M. oleifera seed extract reduced lipid peroxidation and increased antioxidant enzyme activity in streptozotocin-induced mice (Al-Malki and El Rabey, 2015). It also reduced the immunoglobin IgG and IgA activity of the mice which correlated to the reduction of IL-6 that is responsible for glucose homeostasis and pancreatic beta cell activity. The seed extract normalized the activity of both damaged kidneys and pancreases without changing the pathology of the mice. It was reported that the bioactive compounds involved were quercetin (3), kaempferol (8), glucomoringin (30), and chlorogenic acid (54) and that they had various biological activities such as their anticancer, antioxidant, hypotensive, anti-inflammatory, hypoglycemic, and antidyslipidemic effects. Other than these compounds, isothiocyanates (34–37) had also been reported to show antidiabetic activity (Waterman et al., 2015). A study reported that benzylamine (108) isolated from M. oleifera reduced the plasma cholesterol, body weight gain, hyperglycemic responses, and fasting blood glucose levels of high fat diet-induced mice (Iffiu-Soltesz et al., 2010).

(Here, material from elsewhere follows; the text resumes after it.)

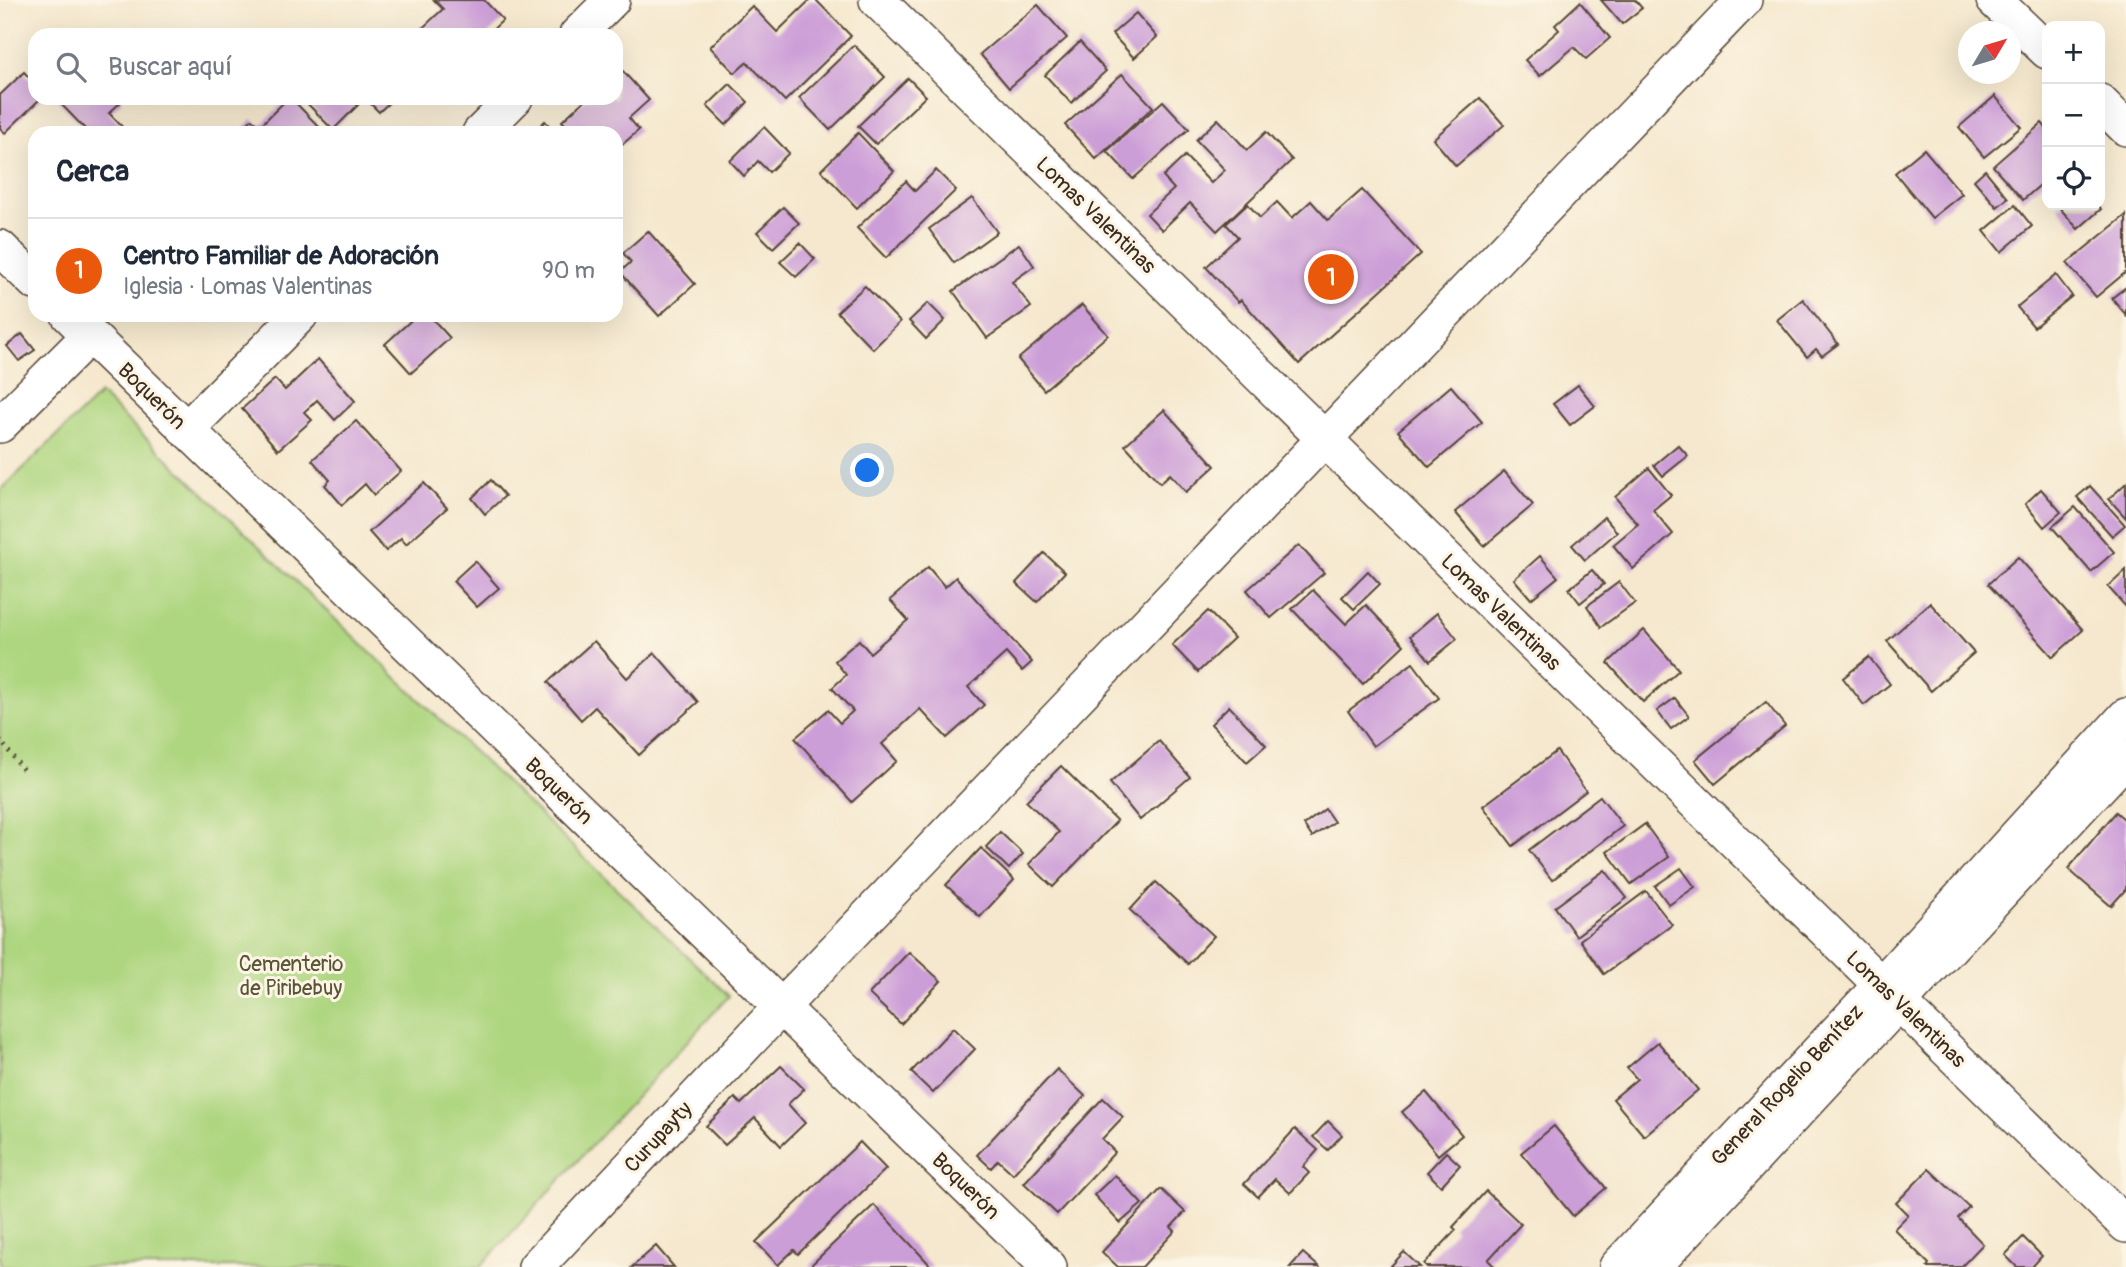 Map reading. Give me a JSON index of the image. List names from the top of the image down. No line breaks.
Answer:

Barbagallo et al. (2016) reported that M. oleifera reduced IL6 expression and had protective effect toward adipocytes by inducing the expression of heme-oxygenase-1. The extract increased IRS-1 gene expression which is responsible for insulin resistance and a shortage of which causes type 2 diabetes. In addition, the extract also induced thermogenesis during the differentiation of adipose tissue by upregulating the activity of mediators of thermogenesis, specifically the uncoupling protein, PPARα, sirtuin 1, and coactivator 1 α. M. oleifera extract (100 μg/mL) showed the same behavior as 0.4 μg/mL pravastatin in inhibiting HMG-CoA reductase and decreasing cholesterol biosynthesis (Duangjai et al., 2011). M. oleifera also displayed synergistic effects with sitagliptin showing antihyperglycemic activity and delaying lenticular opacity in diabetic rats (Olurishe et al., 2016).
A different reaction of HDL level was observed between normal rabbits and hypercholesterolemic rabbits fed with M. oleifera. M. oleifera decreased HDL levels in normal rabbits but increased HDL levels in hypercholesterolemic rabbits (Mehta et al., 2003; Nunthanawanich et al., 2016). The lipid profiles of the aorta, heart, and liver were reduced in the hypercholesterolemic rabbits.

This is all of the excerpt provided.